RECORDS FOR THE EXERCISE
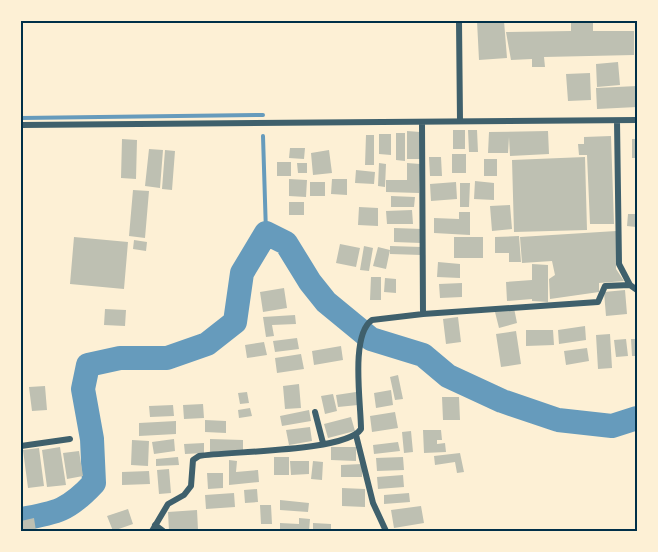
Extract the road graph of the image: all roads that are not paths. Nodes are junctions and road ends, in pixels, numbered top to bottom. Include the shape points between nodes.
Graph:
1 (459, 21) edge
2 (637, 120) edge
3 (460, 121) junction
4 (617, 121) junction
5 (422, 122) junction
6 (21, 125) edge
7 (630, 285) junction
8 (637, 290) edge
9 (423, 314) junction
10 (315, 412) dead end
11 (357, 435) junction
12 (70, 439) dead end
13 (323, 443) junction
14 (21, 446) edge
15 (153, 528) edge
16 (164, 531) edge
17 (386, 531) edge

1 - 3 street
2 - 4 street
3 - 4 street
3 - 5 street
4 - 7 street via 619,264
5 - 6 street
5 - 9 street
7 - 8 street
7 - 9 street via 605,286 598,302
9 - 11 street via 372,320 366,325 360,338 361,429
10 - 13 street
11 - 13 street
11 - 17 street via 373,502
12 - 14 street
13 - 15 street via 199,456 193,460 188,491 168,504
15 - 16 street

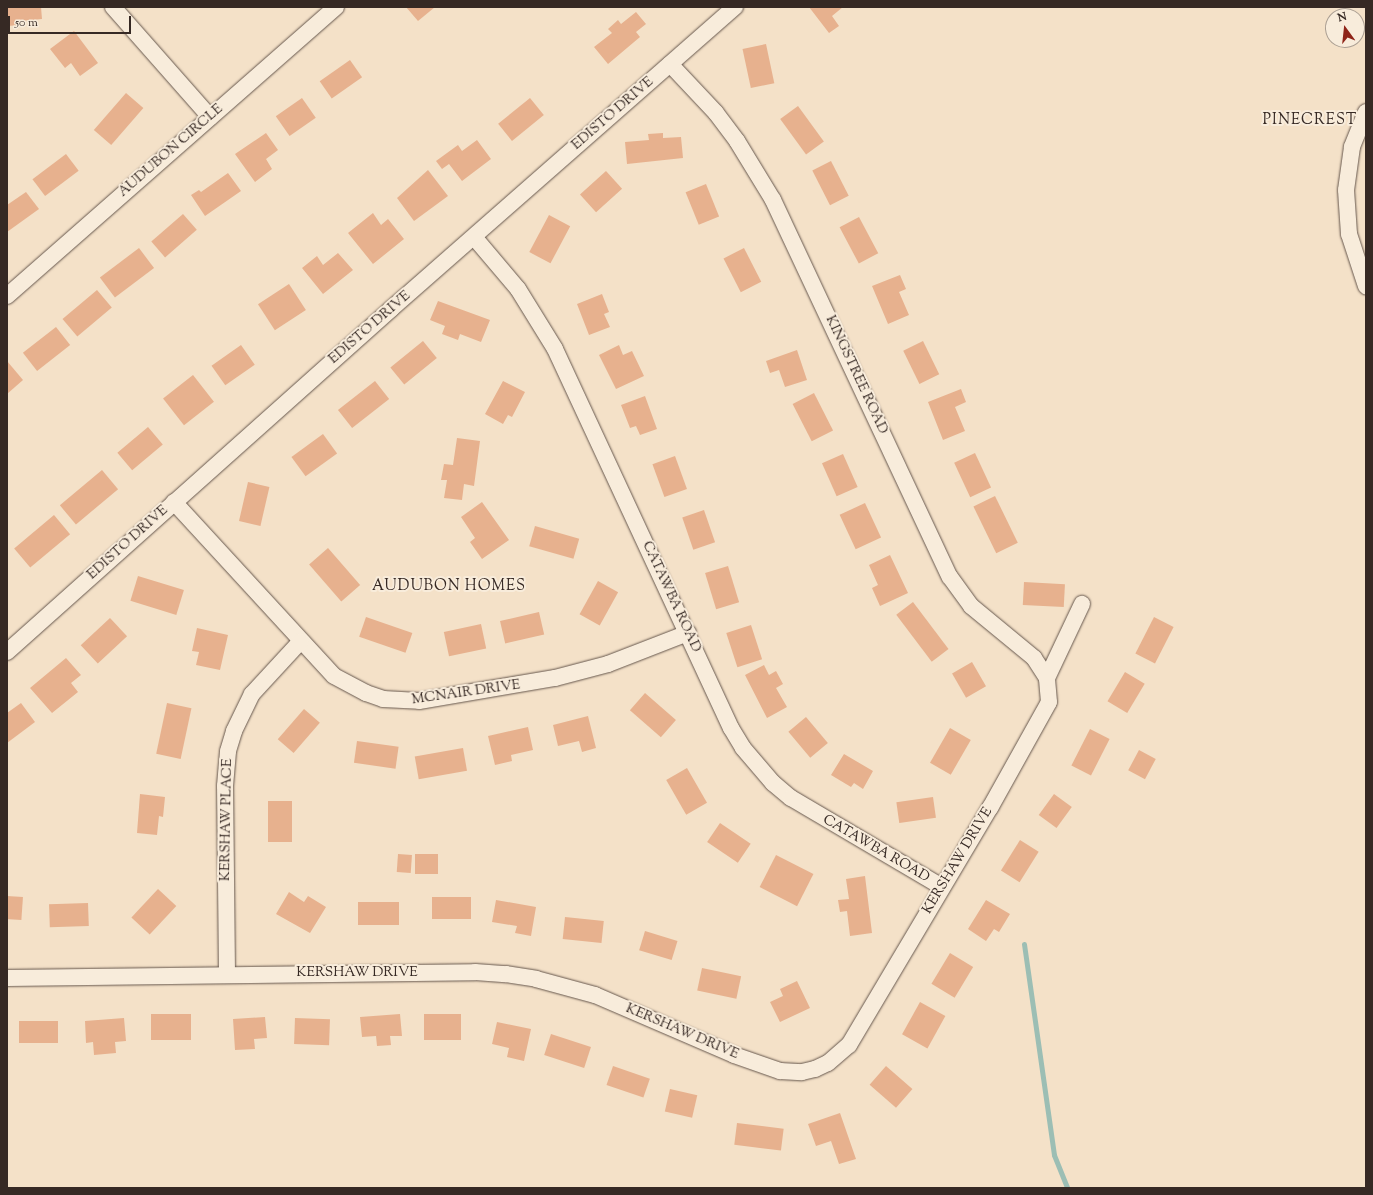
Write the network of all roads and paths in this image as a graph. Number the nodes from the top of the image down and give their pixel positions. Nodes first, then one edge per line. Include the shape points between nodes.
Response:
1 (112, 7) edge
2 (336, 7) edge
3 (735, 7) edge
4 (670, 64) junction
5 (1366, 112) edge
6 (210, 117) junction
7 (474, 237) junction
8 (1366, 286) edge
9 (7, 296) edge
10 (174, 502) junction
11 (1082, 604) dead end
12 (688, 633) junction
13 (300, 642) junction
14 (7, 652) edge
15 (1048, 678) junction
16 (942, 887) junction
17 (227, 974) junction
18 (7, 978) edge

1 - 6 street
2 - 6 street, AUDUBON CIRCLE
3 - 4 street, EDISTO DRIVE
4 - 7 street, EDISTO DRIVE
4 - 15 street, KINGSTREE ROAD via 720,118 756,170 773,200 950,577 971,606 1034,658
5 - 8 street via 1352,147 1346,190 1349,234
6 - 9 street, AUDUBON CIRCLE
7 - 10 street, EDISTO DRIVE
7 - 12 street, CATAWBA ROAD via 518,289 555,349
10 - 13 street, MCNAIR DRIVE
10 - 14 street, EDISTO DRIVE
11 - 15 street, KERSHAW DRIVE
12 - 13 street, MCNAIR DRIVE via 608,664 556,678 419,701 383,699 349,686 334,676
12 - 16 street, CATAWBA ROAD via 731,728 743,748 774,783 810,811
13 - 17 street, KERSHAW PLACE via 252,694 236,725 228,751 225,786
15 - 16 street, KERSHAW DRIVE via 1049,702
16 - 17 street, KERSHAW DRIVE via 848,1045 828,1063 802,1072 780,1071 734,1055 595,995 536,979 475,972
17 - 18 street, KERSHAW DRIVE

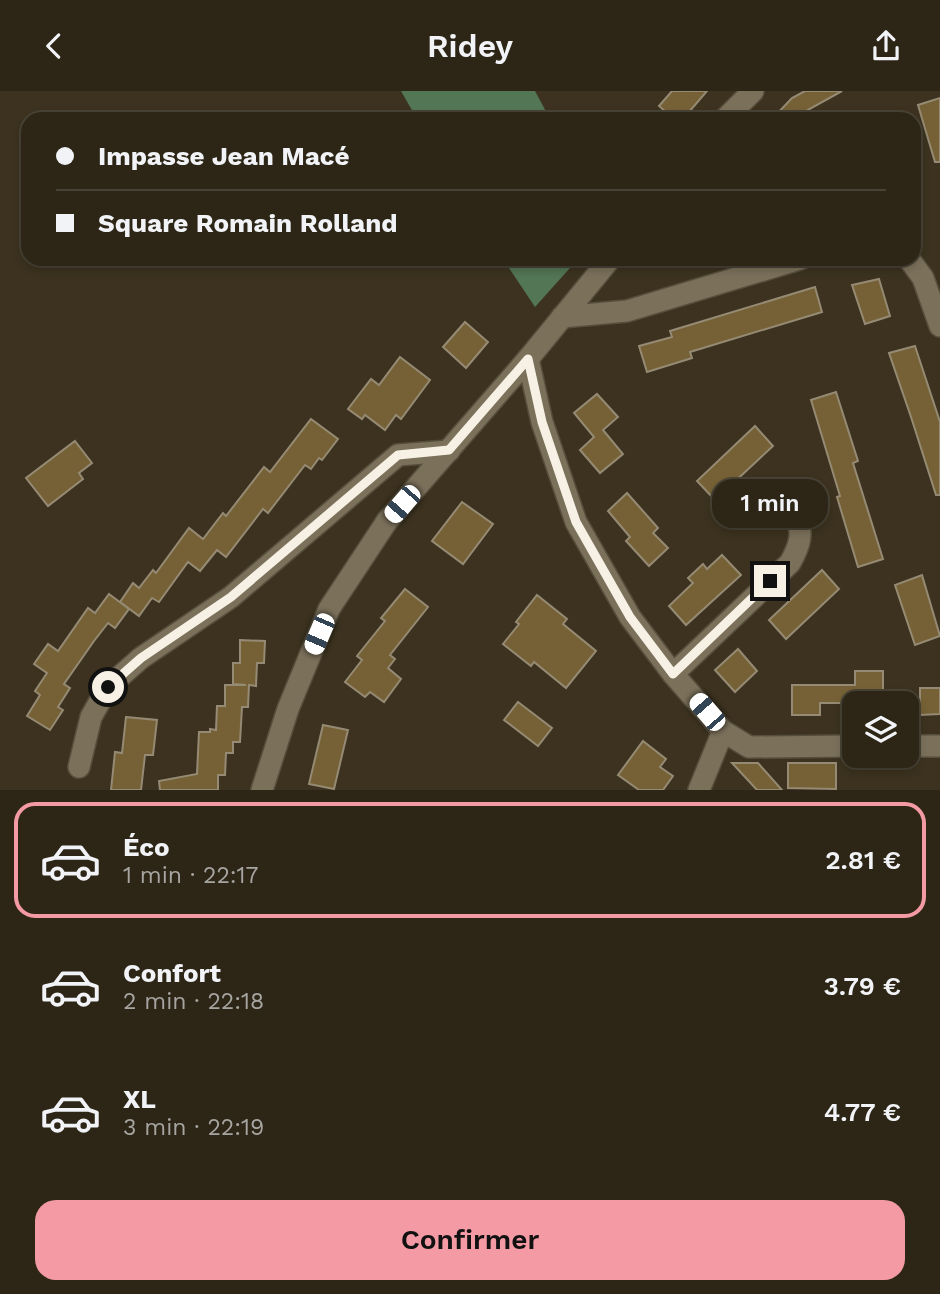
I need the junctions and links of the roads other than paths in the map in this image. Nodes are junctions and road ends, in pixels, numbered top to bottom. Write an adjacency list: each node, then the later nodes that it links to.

ABOUT THIS TASK
The entries are to be printed exactly as written; the pictures are to be left out.

REPLY TO THE TASK
Extract the road graph of the image: all roads that are not paths. Nodes are junctions and road ends, in pixels, numbered top to bottom. Include the shape points between nodes.
Graph:
1 (459, 21) edge
2 (637, 120) edge
3 (460, 121) junction
4 (617, 121) junction
5 (422, 122) junction
6 (21, 125) edge
7 (630, 285) junction
8 (637, 290) edge
9 (423, 314) junction
10 (315, 412) dead end
11 (357, 435) junction
12 (70, 439) dead end
13 (323, 443) junction
14 (21, 446) edge
15 (153, 528) edge
16 (164, 531) edge
17 (386, 531) edge

1 - 3 street
2 - 4 street
3 - 4 street
3 - 5 street
4 - 7 street via 619,264
5 - 6 street
5 - 9 street
7 - 8 street
7 - 9 street via 605,286 598,302
9 - 11 street via 372,320 366,325 360,338 361,429
10 - 13 street
11 - 13 street
11 - 17 street via 373,502
12 - 14 street
13 - 15 street via 199,456 193,460 188,491 168,504
15 - 16 street

Write the network of all roads and paths in this image as a graph. Number the nodes from the top of the image down and give their pixel positions. Nodes first, then one edge per line. Include the shape points between nodes.
Response:
1 (112, 7) edge
2 (336, 7) edge
3 (735, 7) edge
4 (670, 64) junction
5 (1366, 112) edge
6 (210, 117) junction
7 (474, 237) junction
8 (1366, 286) edge
9 (7, 296) edge
10 (174, 502) junction
11 (1082, 604) dead end
12 (688, 633) junction
13 (300, 642) junction
14 (7, 652) edge
15 (1048, 678) junction
16 (942, 887) junction
17 (227, 974) junction
18 (7, 978) edge

1 - 6 street
2 - 6 street, AUDUBON CIRCLE
3 - 4 street, EDISTO DRIVE
4 - 7 street, EDISTO DRIVE
4 - 15 street, KINGSTREE ROAD via 720,118 756,170 773,200 950,577 971,606 1034,658
5 - 8 street via 1352,147 1346,190 1349,234
6 - 9 street, AUDUBON CIRCLE
7 - 10 street, EDISTO DRIVE
7 - 12 street, CATAWBA ROAD via 518,289 555,349
10 - 13 street, MCNAIR DRIVE
10 - 14 street, EDISTO DRIVE
11 - 15 street, KERSHAW DRIVE
12 - 13 street, MCNAIR DRIVE via 608,664 556,678 419,701 383,699 349,686 334,676
12 - 16 street, CATAWBA ROAD via 731,728 743,748 774,783 810,811
13 - 17 street, KERSHAW PLACE via 252,694 236,725 228,751 225,786
15 - 16 street, KERSHAW DRIVE via 1049,702
16 - 17 street, KERSHAW DRIVE via 848,1045 828,1063 802,1072 780,1071 734,1055 595,995 536,979 475,972
17 - 18 street, KERSHAW DRIVE

I need the junctions and links of the roads other than paths in the map in this image. Nodes are junctions and road ends, in pixels, numbered top to bottom. Write an adjacency list: each node, then the later nodes that it links to.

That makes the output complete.